The Emory Sponsor-Investigator Association (ESIA) was founded in 2012 by Professor of Hematology and Medical Oncology Jacques Galipeau. Galipeau spoke at the January 15 Faculty Council meeting about his efforts to engage faculty who pursue translational research—that is, science aimed to go “from bench-top to bedside.” “Industry and NIH sponsored clinical trials here at Emory have declined,” he said. “This is a trend nationally, and it is a real threat. Clinicial trials are the meat and potatoes of Emory’s translational research enterprise. Everybody’s been dumped on Survivor Island.” In response, he founded the ESIA to serve as an advocate for Emory investigators who do sponsored research, to coordinate efforts and share resources, and to facilitate communication. The ESIA now boasts 146 members and has hosted three workshops. “I think the great untapped resource is scholarly engagement,” he said. Council President Gray Crouse commended the grass- roots-style faculty initiative, saying, “I would hope to see this emulated in other areas of the university, where people can get together and actually do things they couldn’t individually.”

 

 Online courses and intellectual property

In the January meeting, Alan Cattier, director of academic technology services, described to the Faculty Council new questions about intellectual property ownership taking shape with the quickly developing array of online courses and classroom capture technology.

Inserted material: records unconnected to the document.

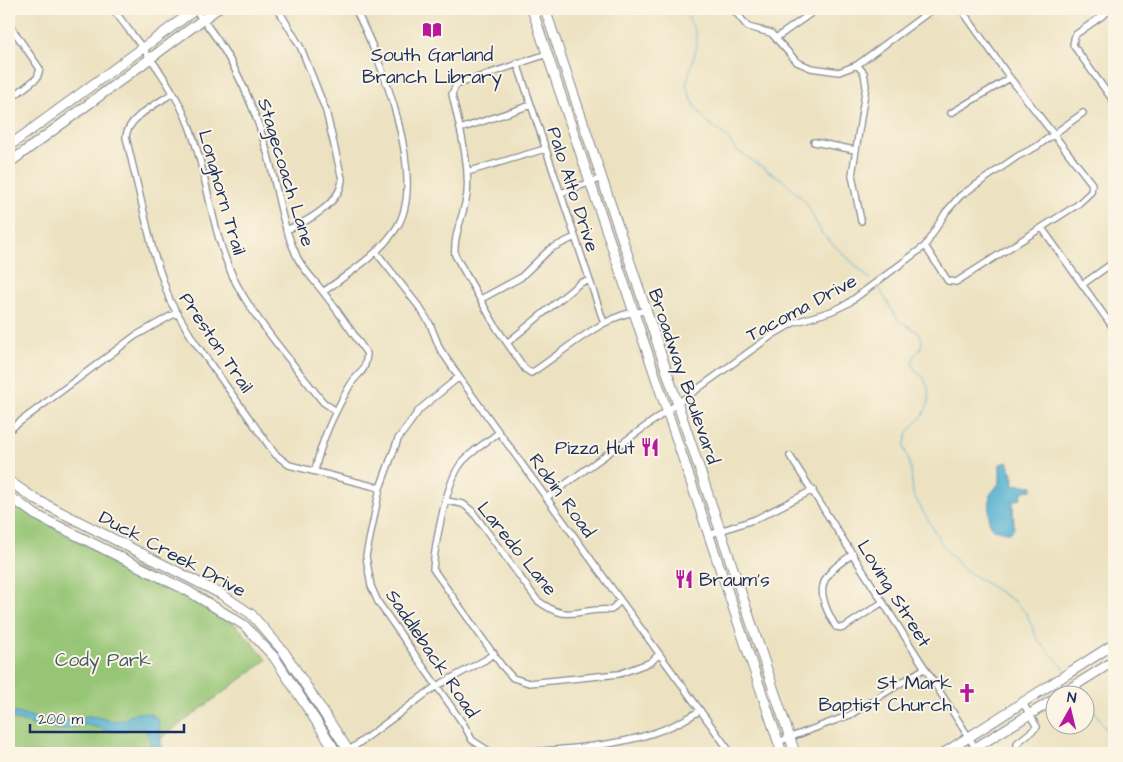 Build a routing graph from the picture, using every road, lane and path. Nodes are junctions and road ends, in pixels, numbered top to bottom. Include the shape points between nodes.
1 (113, 9) edge
2 (195, 9) edge
3 (217, 9) edge
4 (278, 9) edge
5 (355, 9) edge
6 (532, 9) edge
7 (545, 9) edge
8 (733, 9) edge
9 (817, 9) edge
10 (933, 9) edge
11 (961, 9) edge
12 (1112, 9) edge
13 (203, 19) junction
14 (9, 24) edge
15 (776, 38) junction
16 (142, 48) junction
17 (547, 54) junction
18 (150, 59) junction
19 (517, 64) junction
20 (857, 65) junction
21 (1010, 78) junction
22 (173, 93) junction
23 (9, 100) edge
24 (1114, 102) edge
25 (531, 105) junction
26 (951, 113) dead end
27 (1083, 114) dead end
28 (460, 129) junction
29 (25, 135) junction
30 (1054, 135) junction
31 (814, 142) dead end
32 (34, 145) junction
33 (9, 146) edge
34 (545, 148) junction
35 (855, 150) junction
36 (9, 163) edge
37 (467, 172) junction
38 (602, 178) junction
39 (590, 182) junction
40 (561, 193) junction
41 (861, 221) dead end
42 (1042, 228) junction
43 (286, 230) junction
44 (575, 237) junction
45 (924, 246) junction
46 (376, 252) junction
47 (1114, 262) edge
48 (589, 280) junction
49 (1082, 284) junction
50 (323, 292) junction
51 (481, 300) junction
52 (633, 310) junction
53 (176, 312) junction
54 (648, 312) junction
55 (604, 323) junction
56 (1114, 329) edge
57 (507, 343) junction
58 (458, 377) junction
59 (677, 402) junction
60 (666, 410) junction
61 (336, 411) junction
62 (9, 430) edge
63 (498, 433) junction
64 (790, 456) dead end
65 (314, 471) junction
66 (9, 480) edge
67 (380, 488) junction
68 (813, 490) junction
69 (9, 496) edge
70 (546, 498) junction
71 (447, 500) junction
72 (720, 531) junction
73 (708, 535) junction
74 (853, 554) junction
75 (221, 594) junction
76 (620, 601) junction
77 (883, 602) junction
78 (214, 605) junction
79 (1114, 644) edge
80 (494, 653) junction
81 (658, 654) junction
82 (1114, 661) edge
83 (292, 664) junction
84 (765, 666) junction
85 (925, 668) junction
86 (754, 669) junction
87 (284, 671) junction
88 (1077, 684) edge
89 (436, 687) junction
90 (1023, 703) junction
91 (1046, 704) edge
92 (699, 711) junction
93 (1030, 714) junction
94 (969, 737) junction
95 (789, 738) junction
96 (778, 742) junction
97 (976, 747) junction
98 (348, 752) edge
99 (337, 753) edge
100 (492, 753) edge
101 (514, 753) edge
102 (731, 753) edge
103 (782, 753) edge
104 (795, 753) edge
105 (944, 753) edge
106 (967, 753) edge
107 (1018, 753) edge

1 - 16 street, Longhorn Trail
2 - 13 street, Stagecoach Lane
2 - 16 main road
3 - 13 main road
4 - 43 street via 301,48 326,111 342,179 337,196
5 - 46 street via 388,87 408,176 405,207 396,228
6 - 17 main road, Broadway Boulevard
7 - 38 main road, Broadway Boulevard
8 - 15 street via 748,27 765,29
9 - 15 street
10 - 20 street
11 - 21 street
12 - 24 street via 1075,35 1073,42 1074,48
13 - 18 main road
13 - 43 street, Stagecoach Lane via 241,80 255,114
14 - 23 street via 40,69 37,78
15 - 20 street via 797,62 811,68 839,72
16 - 18 street, Longhorn Trail
16 - 29 main road
17 - 19 street
17 - 39 main road, Broadway Boulevard
18 - 22 street, Longhorn Trail
18 - 32 main road
19 - 25 street, Palo Alto Drive
19 - 28 street via 456,85 452,94
20 - 35 street via 864,73 866,86
21 - 26 street
21 - 30 street
22 - 53 street, Preston Trail via 133,122 126,131 126,137 153,251
22 - 61 street, Longhorn Trail via 185,116 202,169 220,245 239,289 323,402
25 - 28 street
25 - 34 street, Palo Alto Drive
27 - 30 street, Tacoma Drive
28 - 37 street
29 - 32 main road
29 - 33 main road
30 - 42 street via 1092,184 1089,196
30 - 45 street, Tacoma Drive via 960,196
31 - 35 street
32 - 36 main road
34 - 37 street
34 - 40 street, Palo Alto Drive
35 - 41 street via 852,175
37 - 51 street via 464,214 454,246 460,267
38 - 39 street
38 - 54 main road, Broadway Boulevard
39 - 40 street
39 - 52 main road, Broadway Boulevard
40 - 44 street, Palo Alto Drive
42 - 45 street via 956,282 948,281
42 - 49 street
43 - 50 street, Stagecoach Lane via 299,260
44 - 48 street, Palo Alto Drive
44 - 51 street via 550,249 520,278
45 - 59 street, Tacoma Drive via 846,304 793,323 774,334
46 - 50 street
46 - 58 street, Robin Road via 420,308 440,350
47 - 49 street
48 - 55 street, Palo Alto Drive
48 - 57 street via 580,283
49 - 56 street
50 - 61 street, Stagecoach Lane via 367,354 364,372 351,383
51 - 57 street
52 - 54 street
52 - 55 street
52 - 60 main road, Broadway Boulevard
53 - 62 street via 135,336
53 - 65 street, Preston Trail via 275,454 289,465
54 - 59 main road, Broadway Boulevard
55 - 57 street via 532,373 525,369
58 - 63 street, Robin Road
58 - 67 street, Saddleback Road via 420,409 398,439
59 - 60 street, Tacoma Drive
59 - 72 main road, Broadway Boulevard
60 - 70 street, Tacoma Drive
60 - 73 main road, Broadway Boulevard
61 - 65 street, Stagecoach Lane via 319,449
63 - 70 street, Robin Road
63 - 71 street via 460,465
64 - 68 street, Loving Street
65 - 67 street, Preston Trail
66 - 75 main road, Duck Creek Drive via 35,499
67 - 89 street, Saddleback Road via 366,556 371,586 388,619
68 - 72 street via 756,519
68 - 74 street, Loving Street
69 - 78 main road, Duck Creek Drive via 36,514
70 - 76 street, Robin Road
71 - 76 street, Laredo Lane via 463,504 472,511 536,600 549,610 561,615 611,610
71 - 80 street via 433,569
72 - 73 street
72 - 84 main road, Broadway Boulevard
73 - 86 main road, Broadway Boulevard
74 - 77 street, Loving Street
74 - 77 street via 834,566 825,576 822,586 826,606 836,627 849,625
75 - 78 main road
75 - 83 main road, Duck Creek Drive via 251,614
76 - 81 street, Robin Road
77 - 85 street, Loving Street
78 - 87 main road, Duck Creek Drive via 244,625
79 - 90 main road
80 - 81 street via 513,678 529,683 619,674 651,662
80 - 89 street
81 - 92 street, Robin Road
82 - 88 main road
83 - 87 main road
83 - 98 main road, Duck Creek Drive
84 - 86 main road
84 - 95 main road, Broadway Boulevard
85 - 94 street, Loving Street
85 - 95 street via 850,715
86 - 96 main road, Broadway Boulevard
87 - 99 main road, Duck Creek Drive
89 - 98 street
89 - 100 street, Saddleback Road via 472,740
90 - 93 street
90 - 94 main road
91 - 93 main road
92 - 101 street via 655,733 624,741
92 - 102 street, Robin Road
93 - 97 main road
93 - 107 street via 1038,727 1017,744
94 - 97 street, Loving Street
94 - 105 main road
95 - 96 street
95 - 104 main road, Broadway Boulevard
96 - 103 main road, Broadway Boulevard
97 - 106 main road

As knowledge and what Cattier termed “micro-lessons,” salient points or material conveyed in class, become increasingly available and distributable through online technologies at Emory and elsewhere, “faculty are shopping content that not only they create but maybe others have created that illustrate a point or an idea better than they’ve ever been able to illustrate in their content,” Cattier said. “There’s a marketplace emerging.” He outlined three major questions: “Who owns the rights to an online course? Who owns the rights to a class recording? Who owns the rights to a learning object? There isn’t a large body of evidence or discussion around these questions yet because we are all on this incredibly quick treadmill of change in the educational environment.” Faculty representatives from the Instructional Subcommittee for IT Governance will be looking at these questions of intellectual property and digital objects and reporting back to the Council.

 

Around Campus: Training Medical Residents

Associate Professor of Neurology Jaffar Khan spoke to the Council in January about efforts in the School of Medicine to prepare for training medical residents in a new, rapidly changing healthcare practice environment. The combination of rising healthcare costs and the passage of the Patient Protection and Affordable Care Act have resulted in transformations already beginning to occur. “In the future landscape of healthcare, the practice of medicine is going to change dramatically as we go forward in the next five years,” Khan said. He outlined a strategic planning initiative coordinated by Emory’s Graduate Medical Education office to address issues associated with traning new physicians. Task forces are probing a broad range of topics, including assuring Emory’s compliance with training requirements and guidelines regulating residency education, healthcare safety, and physician practices based on quality.